I tested my changes and got this result from GRC testing ALL service ports


*******************************************************************
Your system has achieved a perfect "TruStealth" rating. Not a single packet — solicited or otherwise — was received from your system as a result of our security probing tests. Your system ignored and refused to reply to repeated Pings (ICMP Echo Requests). From the standpoint of the passing probes of any hacker, this machine does not exist on the Internet. Some questionable personal security systems expose their users by attempting to "counter-probe the prober", thus revealing themselves. But your system wisely remained silent in every way.

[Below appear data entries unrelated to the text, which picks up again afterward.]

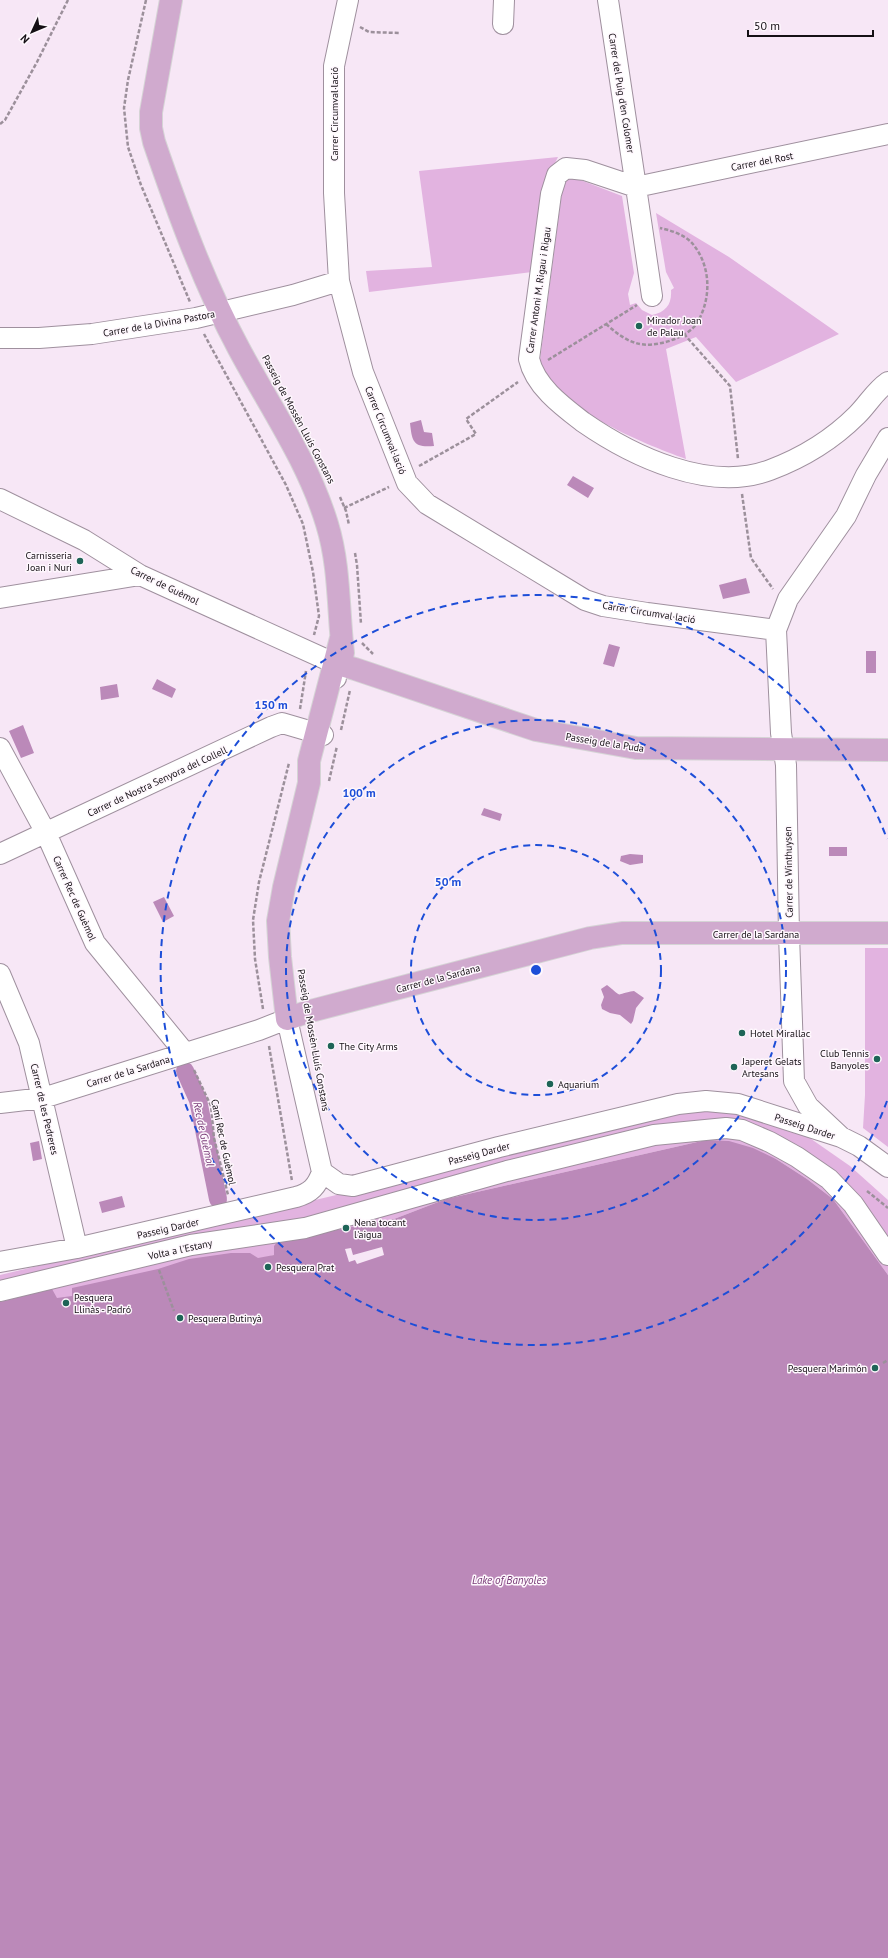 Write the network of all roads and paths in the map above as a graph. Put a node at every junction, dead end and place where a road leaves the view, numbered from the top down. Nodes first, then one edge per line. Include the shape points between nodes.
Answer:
1 (68, 0) edge
2 (146, 0) edge
3 (171, 0) edge
4 (348, 0) edge
5 (504, 0) edge
6 (608, 0) edge
7 (357, 24) dead end
8 (503, 24) dead end
9 (400, 33) dead end
10 (0, 124) edge
11 (888, 134) edge
12 (636, 187) junction
13 (642, 228) junction
14 (339, 281) junction
15 (652, 296) joint
16 (221, 312) junction
17 (196, 318) junction
18 (606, 324) junction
19 (684, 334) junction
20 (0, 338) edge
21 (532, 370) junction
22 (888, 382) edge
23 (888, 438) edge
24 (404, 476) junction
25 (739, 476) junction
26 (338, 494) dead end
27 (0, 499) edge
28 (344, 508) junction
29 (349, 526) dead end
30 (96, 548) junction
31 (354, 549) dead end
32 (140, 575) junction
33 (88, 584) junction
34 (0, 598) edge
35 (785, 605) junction
36 (360, 627) dead end
37 (776, 630) junction
38 (350, 639) junction
39 (309, 653) junction
40 (376, 656) dead end
41 (339, 665) junction
42 (351, 687) dead end
43 (323, 734) junction
44 (0, 748) edge
45 (784, 749) junction
46 (888, 750) edge
47 (290, 758) dead end
48 (318, 781) junction
49 (46, 833) junction
50 (0, 854) edge
51 (888, 933) edge
52 (789, 934) junction
53 (0, 974) edge
54 (307, 1012) junction
55 (287, 1019) junction
56 (266, 1028) junction
57 (185, 1053) junction
58 (318, 1066) dead end
59 (43, 1098) junction
60 (0, 1103) edge
61 (841, 1137) junction
62 (888, 1167) edge
63 (322, 1172) junction
64 (296, 1197) junction
65 (232, 1213) junction
66 (361, 1220) junction
67 (364, 1240) dead end
68 (77, 1248) junction
69 (888, 1255) edge
70 (0, 1262) edge
71 (158, 1269) dead end
72 (0, 1291) edge
73 (174, 1311) dead end
74 (888, 1360) edge
75 (883, 1363) dead end

1 - 10 path via 37,62 5,120
2 - 17 path via 124,108 128,146 141,185
3 - 16 main road, Passeig de Mossèn Lluís Constans via 151,112 151,128 166,178
4 - 14 street, Carrer Circumval·lació via 334,66 334,193
5 - 8 street
6 - 12 street, Carrer del Puig d'en Colomer
7 - 9 path via 369,32
11 - 12 street, Carrer del Rost
12 - 13 street
12 - 21 street, Carrer Antoni M. Rigau i Rigau via 585,170 566,168 557,174 551,194 530,351
13 - 15 street
13 - 19 path via 657,227 670,230 692,242 704,261 708,282 705,306 696,324
14 - 16 street, Carrer de la Divina Pastora
14 - 24 street, Carrer Circumval·lació via 363,372
15 - 18 path
16 - 17 street, Carrer de la Divina Pastora
16 - 38 main road, Passeig de Mossèn Lluís Constans via 292,443 321,504 334,552 340,609
17 - 20 street, Carrer de la Divina Pastora via 92,334
17 - 39 path via 286,485 303,524 319,616
18 - 19 path via 617,334 637,344 658,344
18 - 21 path
19 - 25 path via 730,386
21 - 24 path via 513,387 466,419 476,434
21 - 25 street via 560,406 639,456 706,476
22 - 25 street via 879,388 856,415 818,447 769,470
23 - 35 street via 846,516
24 - 28 path via 392,485
24 - 37 street, Carrer Circumval·lació via 427,504 586,600 602,606
25 - 35 path via 750,558
26 - 28 path, Passeig de Mossèn Lluís Constans
27 - 30 street, Carrer de Guèmol
28 - 29 path, Passeig de Mossèn Lluís Constans
30 - 32 street, Carrer de Guèmol
30 - 33 street via 100,565 97,575
31 - 36 path
32 - 33 street
32 - 39 street, Carrer de Guèmol
33 - 34 street
35 - 37 street
37 - 45 street
38 - 40 path
38 - 41 main road, Passeig de Mossèn Lluís Constans
39 - 41 street, Carrer de Guèmol
39 - 43 path
41 - 43 main road, Passeig de Mossèn Lluís Constans
41 - 45 main road, Passeig de la Puda via 536,730 636,748
41 - 48 main road, Passeig de Mossèn Lluís Constans via 325,757
42 - 43 path
43 - 48 path
43 - 48 main road, Passeig de Mossèn Lluís Constans via 309,761
43 - 49 street, Carrer de Nostra Senyora del Collell via 282,723
44 - 49 street, Carrer Rec de Guèmol
45 - 46 main road, Passeig de la Puda
45 - 52 street, Carrer de Winthuysen
47 - 56 path via 253,920 255,959
48 - 55 main road, Passeig de Mossèn Lluís Constans via 284,887 278,921
49 - 50 street, Carrer de Nostra Senyora del Collell
49 - 57 street, Carrer Rec de Guèmol via 95,943
51 - 52 main road, Carrer de la Sardana
52 - 54 main road, Carrer de la Sardana via 622,933 590,938
52 - 61 street, Carrer de Winthuysen via 794,1081 808,1106
53 - 59 street, Carrer de les Pedreres via 29,1043
54 - 55 main road, Carrer de la Sardana
54 - 58 path, Passeig de Mossèn Lluís Constans
55 - 56 street, Carrer de la Sardana
55 - 63 street, Passeig de Mossèn Lluís Constans
56 - 57 street, Carrer de la Sardana
56 - 64 path
57 - 59 street, Carrer de la Sardana
57 - 65 path, Camí Rec de Guèmol via 210,1106 214,1138
59 - 60 street, Carrer de la Sardana
59 - 68 street, Carrer de les Pedreres
61 - 62 street, Passeig Darder via 859,1146
61 - 63 street, Passeig Darder via 738,1104 706,1101 663,1107 353,1186 339,1184
63 - 64 street, Passeig Darder via 315,1187 306,1194
64 - 65 street, Passeig Darder
65 - 68 street, Passeig Darder
66 - 67 path
66 - 69 street via 507,1171 585,1151 654,1135 726,1128 742,1130 770,1142 829,1179 854,1204
66 - 72 street, Volta a l'Estany via 191,1245
68 - 70 street, Passeig Darder
71 - 73 path
74 - 75 path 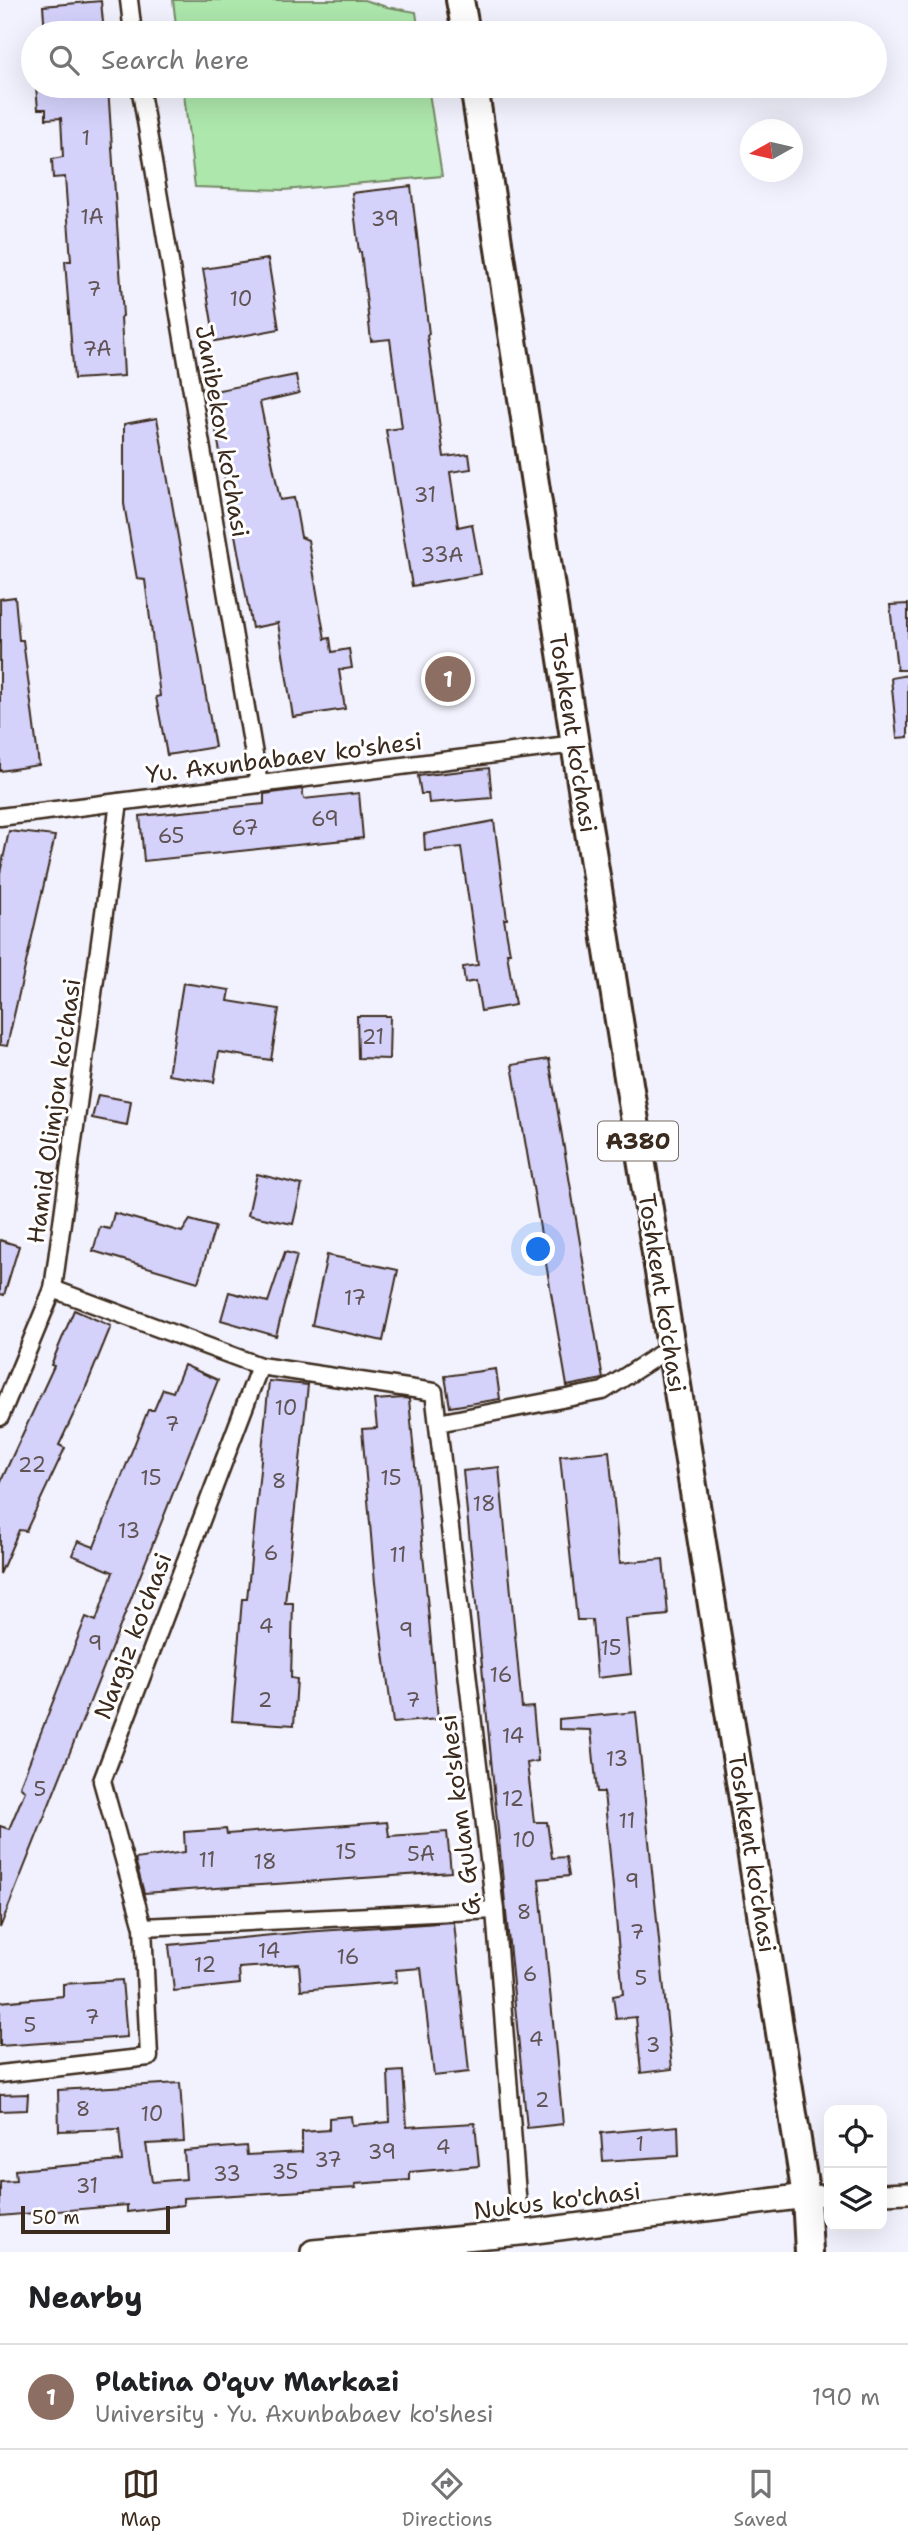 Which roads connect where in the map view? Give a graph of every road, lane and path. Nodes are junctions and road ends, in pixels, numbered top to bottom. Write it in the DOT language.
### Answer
graph roads {
  1 [pos="129,0"];
  2 [pos="460,0"];
  3 [pos="132,21"];
  4 [pos="464,21"];
  5 [pos="142,98"];
  6 [pos="476,98"];
  7 [pos="575,744"];
  8 [pos="259,784"];
  9 [pos="119,802"];
  10 [pos="0,817"];
  11 [pos="53,1289"];
  12 [pos="671,1347"];
  13 [pos="260,1366"];
  14 [pos="0,1417"];
  15 [pos="438,1423"];
  16 [pos="495,1910"];
  17 [pos="143,1927"];
  18 [pos="0,2074"];
  19 [pos="887,2193"];
  20 [pos="908,2193"];
  21 [pos="818,2196"];
  22 [pos="520,2233"];
  23 [pos="313,2252"];
  24 [pos="809,2252"];
  1 -- 3 [label="street"];
  2 -- 4 [label="highway"];
  5 -- 8 [label="street, Janibekov ko'chasi"];
  6 -- 7 [label="highway, Toshkent ko'chasi / A380"];
  7 -- 8 [label="street, Yu. Axunbabaev ko'shesi"];
  7 -- 12 [label="highway, Toshkent ko'chasi / A380"];
  8 -- 9 [label="street, Yu. Axunbabaev ko'shesi"];
  9 -- 10 [label="street, Yu. Axunbabaev ko'shesi"];
  9 -- 11 [label="street, Hamid Olimjon ko'chasi"];
  11 -- 13 [label="street"];
  11 -- 14 [label="street, Hamid Olimjon ko'chasi"];
  12 -- 15 [label="street"];
  12 -- 21 [label="highway, Toshkent ko'chasi / A380"];
  13 -- 15 [label="street, G. Gulam ko'shesi"];
  13 -- 17 [label="street, Nargiz ko'chasi"];
  15 -- 16 [label="street, G. Gulam ko'shesi"];
  16 -- 17 [label="street"];
  16 -- 22 [label="street, G. Gulam ko'shesi"];
  17 -- 18 [label="street, Nargiz ko'chasi"];
  19 -- 20 [label="street"];
  21 -- 22 [label="main road, Nukus ko'chasi"];
  21 -- 24 [label="highway, Toshkent ko'chasi / A380"];
  22 -- 23 [label="main road, Nukus ko'chasi"];
} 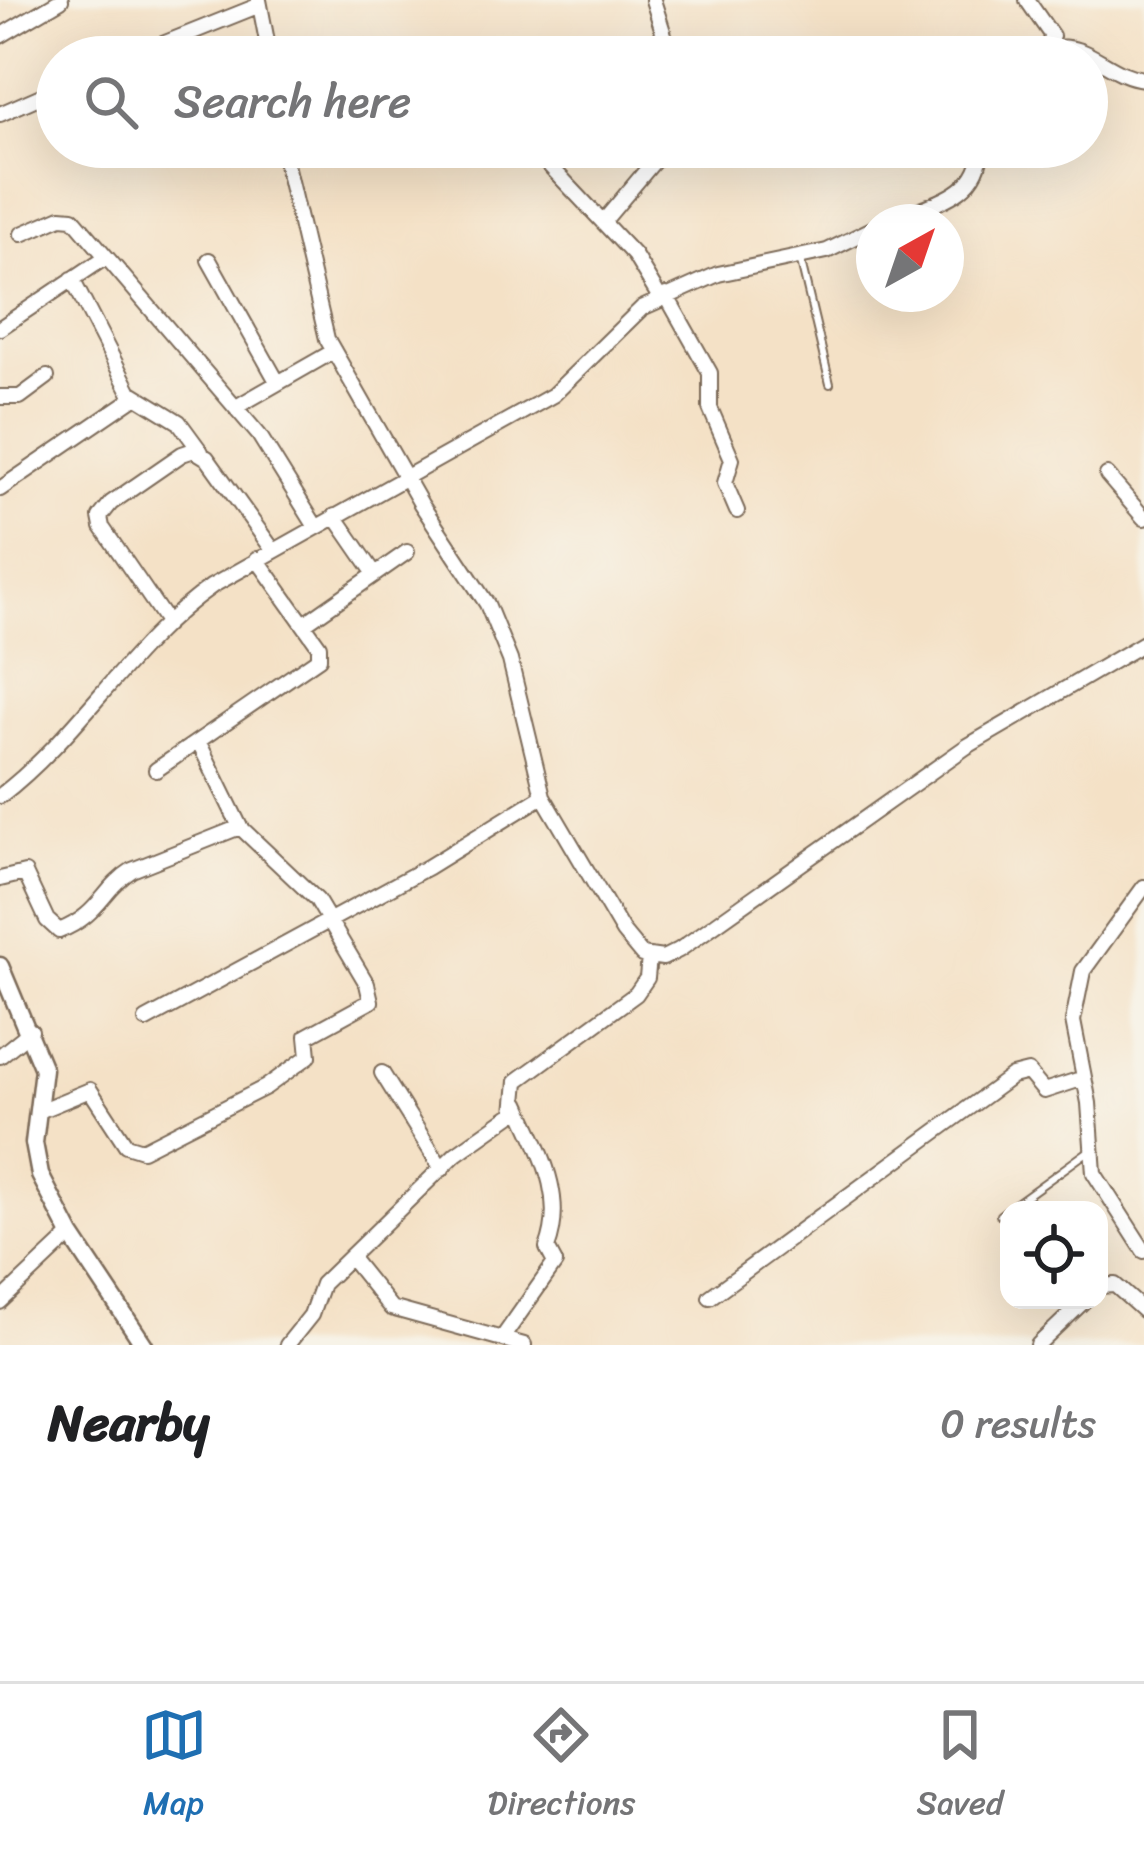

Very nice.
************************************************************************

in network monitor ... go to rule #5 .... split it into two separate rules

ALLOW IP IN
BLOCK IP OUT


then make an additional rule

BLOCK ICMP ECHO REPLY OUT

I also recommend disabling NETBIOS over TCP/IP if you are only using one computer (not networked) as well as file and print sharing... if you are not on a network.. those features are useless and risky.

if you are running XP you can use a program like FRESHUI to activate two other features in the NETWORK section

TCP/IP HARDENING
and
PROTECT AGAINST SYN ATTACKS


these setting worked flawlessly (so far) for my computer.. you might have to experiment a little depending on the way your own computer is configured.

these changes have reduced the port probing on my machine close to 60%.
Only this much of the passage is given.